Bolton Hill Nursery teams with city forestry to create unique playground

Bolton Hill Nursery has an imaginative new outdoor classroom and “playscape” for its children – a collaboration between the historic neighborhood nursery school and childcare facility and a little-known program within city government.

It began with an unsuccessful application for an environmental grant  for the school, according to Kateri Pelton, BHN’s admissions and communications coordinator.  She led the grant project and when it failed, she and two BHN parents decided to keep alive the ideas in the application – new nature-based outfitting for the school playground.

“We were looking for a way to develop more outdoor play activities with equipment that is sustainable. Kids wear out toys fast,” she said. Officials at Camp Small, a program within the Forestry Division of Baltimore City Department of Recreation and Parks, joined the conversation. The result is an impressive arrangement of downed trees and wooden constructs that form a seemingly indestructible array of climbing challenges, benches, play tables and more.

“It has been wonderful. It enables the kids to take risks in safe way – developing resiliency and bravery.  They love it. All three cohorts can climb, jump and crawl under and around it,” Pelton said. The newly cut and shaped tree trunks were hauled in on a flatbed truck and lifted with a crane into the play area on the west side of the Lanvale Street schoolyard.
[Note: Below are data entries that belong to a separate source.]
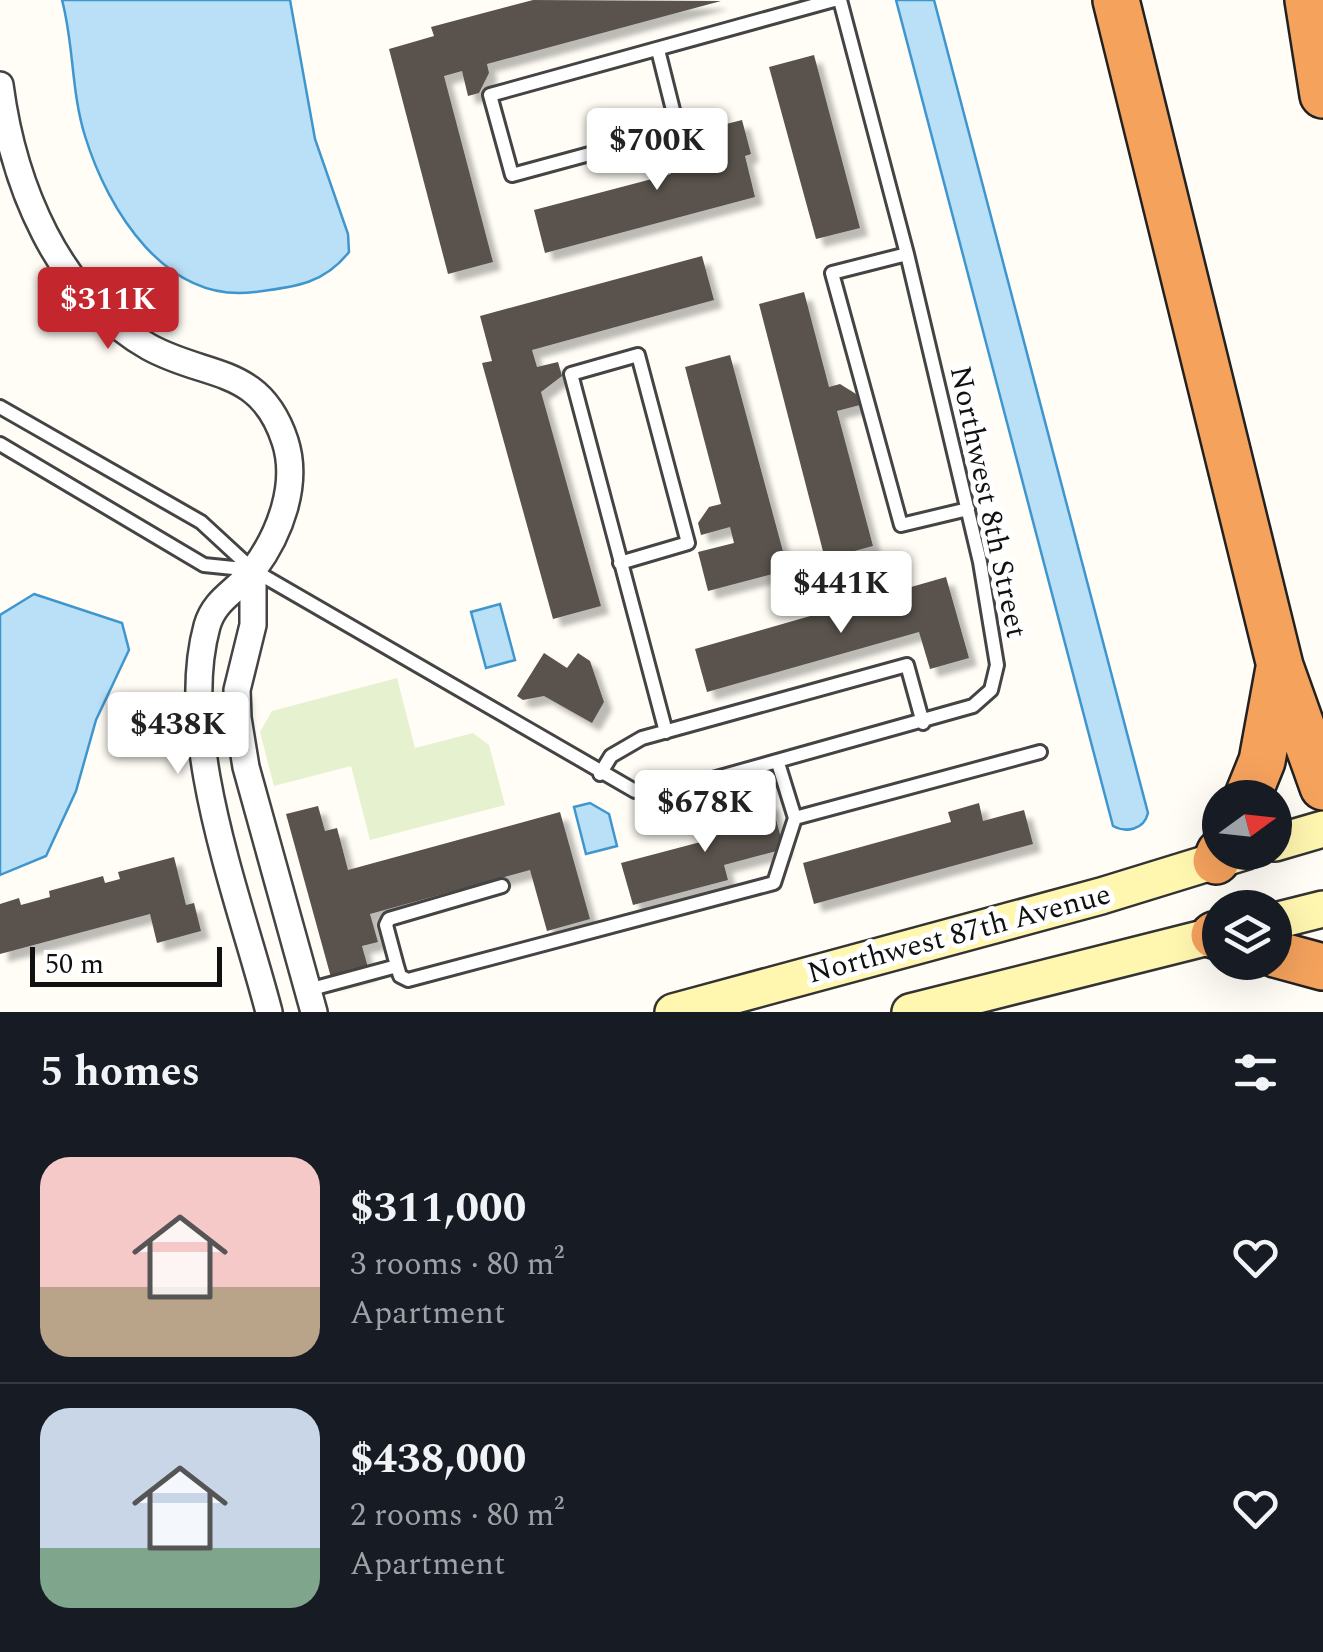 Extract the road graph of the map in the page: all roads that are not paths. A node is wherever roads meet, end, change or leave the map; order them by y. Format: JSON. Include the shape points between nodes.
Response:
{"nodes":[{"id":1,"x":837,"y":0,"type":"edge"},
{"id":2,"x":1116,"y":0,"type":"edge"},
{"id":3,"x":1308,"y":0,"type":"edge"},
{"id":4,"x":658,"y":50,"type":"junction"},
{"id":5,"x":0,"y":86,"type":"edge"},
{"id":6,"x":1323,"y":95,"type":"edge"},
{"id":7,"x":907,"y":254,"type":"junction"},
{"id":8,"x":0,"y":407,"type":"edge"},
{"id":9,"x":0,"y":444,"type":"edge"},
{"id":10,"x":968,"y":509,"type":"junction"},
{"id":11,"x":620,"y":563,"type":"junction"},
{"id":12,"x":253,"y":570,"type":"junction"},
{"id":13,"x":1280,"y":666,"type":"junction"},
{"id":14,"x":923,"y":722,"type":"junction"},
{"id":15,"x":666,"y":732,"type":"junction"},
{"id":16,"x":1040,"y":752,"type":"dead end"},
{"id":17,"x":778,"y":763,"type":"junction"},
{"id":18,"x":600,"y":774,"type":"junction"},
{"id":19,"x":1254,"y":780,"type":"edge"},
{"id":20,"x":1323,"y":787,"type":"edge"},
{"id":21,"x":795,"y":818,"type":"junction"},
{"id":22,"x":1323,"y":829,"type":"edge"},
{"id":23,"x":1292,"y":838,"type":"edge"},
{"id":24,"x":1202,"y":862,"type":"edge"},
{"id":25,"x":502,"y":886,"type":"dead end"},
{"id":26,"x":1323,"y":910,"type":"edge"},
{"id":27,"x":1292,"y":917,"type":"edge"},
{"id":28,"x":1202,"y":939,"type":"edge"},
{"id":29,"x":1292,"y":959,"type":"edge"},
{"id":30,"x":397,"y":966,"type":"junction"},
{"id":31,"x":1323,"y":967,"type":"edge"},
{"id":32,"x":311,"y":1001,"type":"edge"},
{"id":33,"x":269,"y":1012,"type":"edge"},
{"id":34,"x":673,"y":1012,"type":"edge"},
{"id":35,"x":910,"y":1012,"type":"edge"}],
"edges":[{"from":1,"to":4,"type":"lane"},
{"from":1,"to":7,"type":"lane","name":"Northwest 8th Street"},
{"from":2,"to":13,"type":"highway"},
{"from":3,"to":6,"type":"highway"},
{"from":4,"to":4,"type":"lane","via":[[490,95],[512,174],[678,130]]},
{"from":5,"to":12,"type":"street","via":[[23,186],[76,280],[146,345],[239,378],[277,420],[291,474],[288,500]]},
{"from":7,"to":10,"type":"lane","name":"Northwest 8th Street"},
{"from":7,"to":10,"type":"lane","via":[[832,273],[900,525]]},
{"from":8,"to":12,"type":"lane","via":[[201,522]]},
{"from":9,"to":12,"type":"lane","via":[[204,566]]},
{"from":10,"to":14,"type":"lane","name":"Northwest 8th Street","via":[[996,678],[974,706]]},
{"from":11,"to":11,"type":"lane","via":[[571,374],[638,355],[688,543]]},
{"from":11,"to":15,"type":"lane"},
{"from":12,"to":18,"type":"lane","name":"Northwest 8th Street"},
{"from":12,"to":32,"type":"street","via":[[253,625],[237,690],[238,718]]},
{"from":12,"to":33,"type":"street","via":[[216,602],[207,625],[198,733]]},
{"from":13,"to":19,"type":"highway"},
{"from":13,"to":20,"type":"highway"},
{"from":14,"to":15,"type":"lane","via":[[908,665]]},
{"from":14,"to":17,"type":"lane","name":"Northwest 8th Street"},
{"from":15,"to":18,"type":"lane","via":[[628,744]]},
{"from":16,"to":21,"type":"lane"},
{"from":17,"to":18,"type":"lane","name":"Northwest 8th Street","via":[[653,793]]},
{"from":17,"to":21,"type":"lane"},
{"from":21,"to":30,"type":"lane","via":[[774,882],[408,980]]},
{"from":22,"to":23,"type":"main road"},
{"from":24,"to":34,"type":"main road","name":"Northwest 87th Avenue"},
{"from":25,"to":30,"type":"lane","via":[[389,918]]},
{"from":26,"to":27,"type":"main road"},
{"from":28,"to":35,"type":"main road","name":"Northwest 87th Avenue"},
{"from":29,"to":31,"type":"highway"},
{"from":30,"to":32,"type":"lane"}]}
Managed by the Forestry Division within Baltimore City Department of Recreation and Parks, Camp Small is the sorting and recycling facility for 9,000 tons of tree debris that is collected annually from city-owned street and park trees. The urban wood recycling program uses sawmills and drying kilns to transform the downed trees into lumber, firewood, furniture, and other valuable wood products.  Camp Small products are available to everyone: https://www.treebaltimore.org/camp-small.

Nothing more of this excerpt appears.